-- EXCERPTED DATA follows --

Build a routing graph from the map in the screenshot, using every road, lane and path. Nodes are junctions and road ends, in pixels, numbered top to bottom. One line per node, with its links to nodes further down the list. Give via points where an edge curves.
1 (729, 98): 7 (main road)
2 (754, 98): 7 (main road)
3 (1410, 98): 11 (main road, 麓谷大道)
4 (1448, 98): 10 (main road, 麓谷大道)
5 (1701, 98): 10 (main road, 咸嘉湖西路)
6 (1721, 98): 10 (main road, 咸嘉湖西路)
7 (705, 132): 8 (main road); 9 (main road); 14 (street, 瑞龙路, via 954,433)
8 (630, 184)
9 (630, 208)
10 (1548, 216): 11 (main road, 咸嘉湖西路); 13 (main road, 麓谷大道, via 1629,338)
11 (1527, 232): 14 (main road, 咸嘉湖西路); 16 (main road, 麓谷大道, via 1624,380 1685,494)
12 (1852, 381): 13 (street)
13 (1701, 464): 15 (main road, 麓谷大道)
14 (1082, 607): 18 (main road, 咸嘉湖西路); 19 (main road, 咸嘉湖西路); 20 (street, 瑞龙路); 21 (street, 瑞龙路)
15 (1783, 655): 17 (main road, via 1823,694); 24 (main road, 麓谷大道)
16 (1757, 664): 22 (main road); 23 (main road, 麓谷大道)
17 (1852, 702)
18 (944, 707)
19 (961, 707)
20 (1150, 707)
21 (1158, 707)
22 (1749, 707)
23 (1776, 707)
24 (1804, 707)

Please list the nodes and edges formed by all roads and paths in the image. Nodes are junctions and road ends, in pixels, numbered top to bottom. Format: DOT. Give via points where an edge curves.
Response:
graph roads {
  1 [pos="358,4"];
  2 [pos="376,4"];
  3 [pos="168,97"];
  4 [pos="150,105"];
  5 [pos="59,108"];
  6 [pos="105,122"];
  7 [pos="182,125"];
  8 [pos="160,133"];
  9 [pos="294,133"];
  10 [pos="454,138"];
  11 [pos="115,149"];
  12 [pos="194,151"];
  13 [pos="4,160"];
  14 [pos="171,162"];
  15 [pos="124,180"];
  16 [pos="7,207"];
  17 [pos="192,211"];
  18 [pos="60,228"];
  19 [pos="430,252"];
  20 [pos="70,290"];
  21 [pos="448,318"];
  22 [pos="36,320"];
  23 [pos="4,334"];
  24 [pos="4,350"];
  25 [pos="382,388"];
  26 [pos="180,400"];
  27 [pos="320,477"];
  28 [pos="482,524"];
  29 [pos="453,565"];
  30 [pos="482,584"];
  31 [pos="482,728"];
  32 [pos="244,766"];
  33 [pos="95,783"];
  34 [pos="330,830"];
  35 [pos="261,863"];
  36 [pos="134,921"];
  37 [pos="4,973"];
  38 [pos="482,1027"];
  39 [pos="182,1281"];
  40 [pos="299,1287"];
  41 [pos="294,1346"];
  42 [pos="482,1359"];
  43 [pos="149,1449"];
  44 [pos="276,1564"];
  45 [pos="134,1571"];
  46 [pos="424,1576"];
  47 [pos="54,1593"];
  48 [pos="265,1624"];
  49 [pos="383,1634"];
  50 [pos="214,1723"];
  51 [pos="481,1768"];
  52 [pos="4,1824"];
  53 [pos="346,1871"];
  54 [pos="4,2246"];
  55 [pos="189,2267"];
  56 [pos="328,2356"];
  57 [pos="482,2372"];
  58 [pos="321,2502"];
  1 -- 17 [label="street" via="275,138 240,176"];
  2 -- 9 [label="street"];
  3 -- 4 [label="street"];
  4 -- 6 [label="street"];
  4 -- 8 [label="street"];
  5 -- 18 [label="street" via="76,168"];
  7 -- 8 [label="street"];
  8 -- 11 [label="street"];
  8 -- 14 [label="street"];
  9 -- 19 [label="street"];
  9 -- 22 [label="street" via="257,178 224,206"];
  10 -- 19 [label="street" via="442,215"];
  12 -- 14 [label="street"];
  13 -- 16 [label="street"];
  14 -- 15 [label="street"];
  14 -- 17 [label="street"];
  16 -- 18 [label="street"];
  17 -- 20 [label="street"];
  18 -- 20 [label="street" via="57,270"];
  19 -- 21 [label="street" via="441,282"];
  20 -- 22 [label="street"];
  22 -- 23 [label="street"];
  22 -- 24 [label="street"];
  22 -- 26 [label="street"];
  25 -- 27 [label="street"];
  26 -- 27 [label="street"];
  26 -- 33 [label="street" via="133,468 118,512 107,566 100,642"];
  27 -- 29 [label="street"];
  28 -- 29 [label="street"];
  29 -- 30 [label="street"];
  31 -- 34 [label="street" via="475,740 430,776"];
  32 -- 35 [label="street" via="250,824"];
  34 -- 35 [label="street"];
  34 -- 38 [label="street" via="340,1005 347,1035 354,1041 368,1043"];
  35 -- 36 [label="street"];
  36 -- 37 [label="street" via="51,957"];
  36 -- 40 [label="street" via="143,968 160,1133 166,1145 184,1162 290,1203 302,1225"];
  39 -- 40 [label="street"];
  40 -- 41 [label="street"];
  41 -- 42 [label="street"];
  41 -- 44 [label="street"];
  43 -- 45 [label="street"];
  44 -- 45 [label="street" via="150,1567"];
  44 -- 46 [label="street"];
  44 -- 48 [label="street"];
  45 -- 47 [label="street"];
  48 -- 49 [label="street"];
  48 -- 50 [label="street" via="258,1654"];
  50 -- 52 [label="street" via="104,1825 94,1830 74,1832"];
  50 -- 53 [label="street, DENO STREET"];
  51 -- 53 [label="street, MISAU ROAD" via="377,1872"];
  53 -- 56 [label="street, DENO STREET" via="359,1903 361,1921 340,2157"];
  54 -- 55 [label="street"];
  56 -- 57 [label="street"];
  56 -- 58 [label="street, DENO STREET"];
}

-- EXCERPTED DATA concluded --

◆ PROBLEM REQUIREMENTS
Every line above is to be transcribed exactly, with nothing missed.

◆ REPLY TO THE TASK
Build a routing graph from the map in the screenshot, using every road, lane and path. Nodes are junctions and road ends, in pixels, numbered top to bottom. One line per node, with its links to nodes further down the list. Give via points where an edge curves.
1 (729, 98): 7 (main road)
2 (754, 98): 7 (main road)
3 (1410, 98): 11 (main road, 麓谷大道)
4 (1448, 98): 10 (main road, 麓谷大道)
5 (1701, 98): 10 (main road, 咸嘉湖西路)
6 (1721, 98): 10 (main road, 咸嘉湖西路)
7 (705, 132): 8 (main road); 9 (main road); 14 (street, 瑞龙路, via 954,433)
8 (630, 184)
9 (630, 208)
10 (1548, 216): 11 (main road, 咸嘉湖西路); 13 (main road, 麓谷大道, via 1629,338)
11 (1527, 232): 14 (main road, 咸嘉湖西路); 16 (main road, 麓谷大道, via 1624,380 1685,494)
12 (1852, 381): 13 (street)
13 (1701, 464): 15 (main road, 麓谷大道)
14 (1082, 607): 18 (main road, 咸嘉湖西路); 19 (main road, 咸嘉湖西路); 20 (street, 瑞龙路); 21 (street, 瑞龙路)
15 (1783, 655): 17 (main road, via 1823,694); 24 (main road, 麓谷大道)
16 (1757, 664): 22 (main road); 23 (main road, 麓谷大道)
17 (1852, 702)
18 (944, 707)
19 (961, 707)
20 (1150, 707)
21 (1158, 707)
22 (1749, 707)
23 (1776, 707)
24 (1804, 707)

Please list the nodes and edges formed by all roads and paths in the image. Nodes are junctions and road ends, in pixels, numbered top to bottom. Format: DOT. Give via points where an edge curves.
Response:
graph roads {
  1 [pos="358,4"];
  2 [pos="376,4"];
  3 [pos="168,97"];
  4 [pos="150,105"];
  5 [pos="59,108"];
  6 [pos="105,122"];
  7 [pos="182,125"];
  8 [pos="160,133"];
  9 [pos="294,133"];
  10 [pos="454,138"];
  11 [pos="115,149"];
  12 [pos="194,151"];
  13 [pos="4,160"];
  14 [pos="171,162"];
  15 [pos="124,180"];
  16 [pos="7,207"];
  17 [pos="192,211"];
  18 [pos="60,228"];
  19 [pos="430,252"];
  20 [pos="70,290"];
  21 [pos="448,318"];
  22 [pos="36,320"];
  23 [pos="4,334"];
  24 [pos="4,350"];
  25 [pos="382,388"];
  26 [pos="180,400"];
  27 [pos="320,477"];
  28 [pos="482,524"];
  29 [pos="453,565"];
  30 [pos="482,584"];
  31 [pos="482,728"];
  32 [pos="244,766"];
  33 [pos="95,783"];
  34 [pos="330,830"];
  35 [pos="261,863"];
  36 [pos="134,921"];
  37 [pos="4,973"];
  38 [pos="482,1027"];
  39 [pos="182,1281"];
  40 [pos="299,1287"];
  41 [pos="294,1346"];
  42 [pos="482,1359"];
  43 [pos="149,1449"];
  44 [pos="276,1564"];
  45 [pos="134,1571"];
  46 [pos="424,1576"];
  47 [pos="54,1593"];
  48 [pos="265,1624"];
  49 [pos="383,1634"];
  50 [pos="214,1723"];
  51 [pos="481,1768"];
  52 [pos="4,1824"];
  53 [pos="346,1871"];
  54 [pos="4,2246"];
  55 [pos="189,2267"];
  56 [pos="328,2356"];
  57 [pos="482,2372"];
  58 [pos="321,2502"];
  1 -- 17 [label="street" via="275,138 240,176"];
  2 -- 9 [label="street"];
  3 -- 4 [label="street"];
  4 -- 6 [label="street"];
  4 -- 8 [label="street"];
  5 -- 18 [label="street" via="76,168"];
  7 -- 8 [label="street"];
  8 -- 11 [label="street"];
  8 -- 14 [label="street"];
  9 -- 19 [label="street"];
  9 -- 22 [label="street" via="257,178 224,206"];
  10 -- 19 [label="street" via="442,215"];
  12 -- 14 [label="street"];
  13 -- 16 [label="street"];
  14 -- 15 [label="street"];
  14 -- 17 [label="street"];
  16 -- 18 [label="street"];
  17 -- 20 [label="street"];
  18 -- 20 [label="street" via="57,270"];
  19 -- 21 [label="street" via="441,282"];
  20 -- 22 [label="street"];
  22 -- 23 [label="street"];
  22 -- 24 [label="street"];
  22 -- 26 [label="street"];
  25 -- 27 [label="street"];
  26 -- 27 [label="street"];
  26 -- 33 [label="street" via="133,468 118,512 107,566 100,642"];
  27 -- 29 [label="street"];
  28 -- 29 [label="street"];
  29 -- 30 [label="street"];
  31 -- 34 [label="street" via="475,740 430,776"];
  32 -- 35 [label="street" via="250,824"];
  34 -- 35 [label="street"];
  34 -- 38 [label="street" via="340,1005 347,1035 354,1041 368,1043"];
  35 -- 36 [label="street"];
  36 -- 37 [label="street" via="51,957"];
  36 -- 40 [label="street" via="143,968 160,1133 166,1145 184,1162 290,1203 302,1225"];
  39 -- 40 [label="street"];
  40 -- 41 [label="street"];
  41 -- 42 [label="street"];
  41 -- 44 [label="street"];
  43 -- 45 [label="street"];
  44 -- 45 [label="street" via="150,1567"];
  44 -- 46 [label="street"];
  44 -- 48 [label="street"];
  45 -- 47 [label="street"];
  48 -- 49 [label="street"];
  48 -- 50 [label="street" via="258,1654"];
  50 -- 52 [label="street" via="104,1825 94,1830 74,1832"];
  50 -- 53 [label="street, DENO STREET"];
  51 -- 53 [label="street, MISAU ROAD" via="377,1872"];
  53 -- 56 [label="street, DENO STREET" via="359,1903 361,1921 340,2157"];
  54 -- 55 [label="street"];
  56 -- 57 [label="street"];
  56 -- 58 [label="street, DENO STREET"];
}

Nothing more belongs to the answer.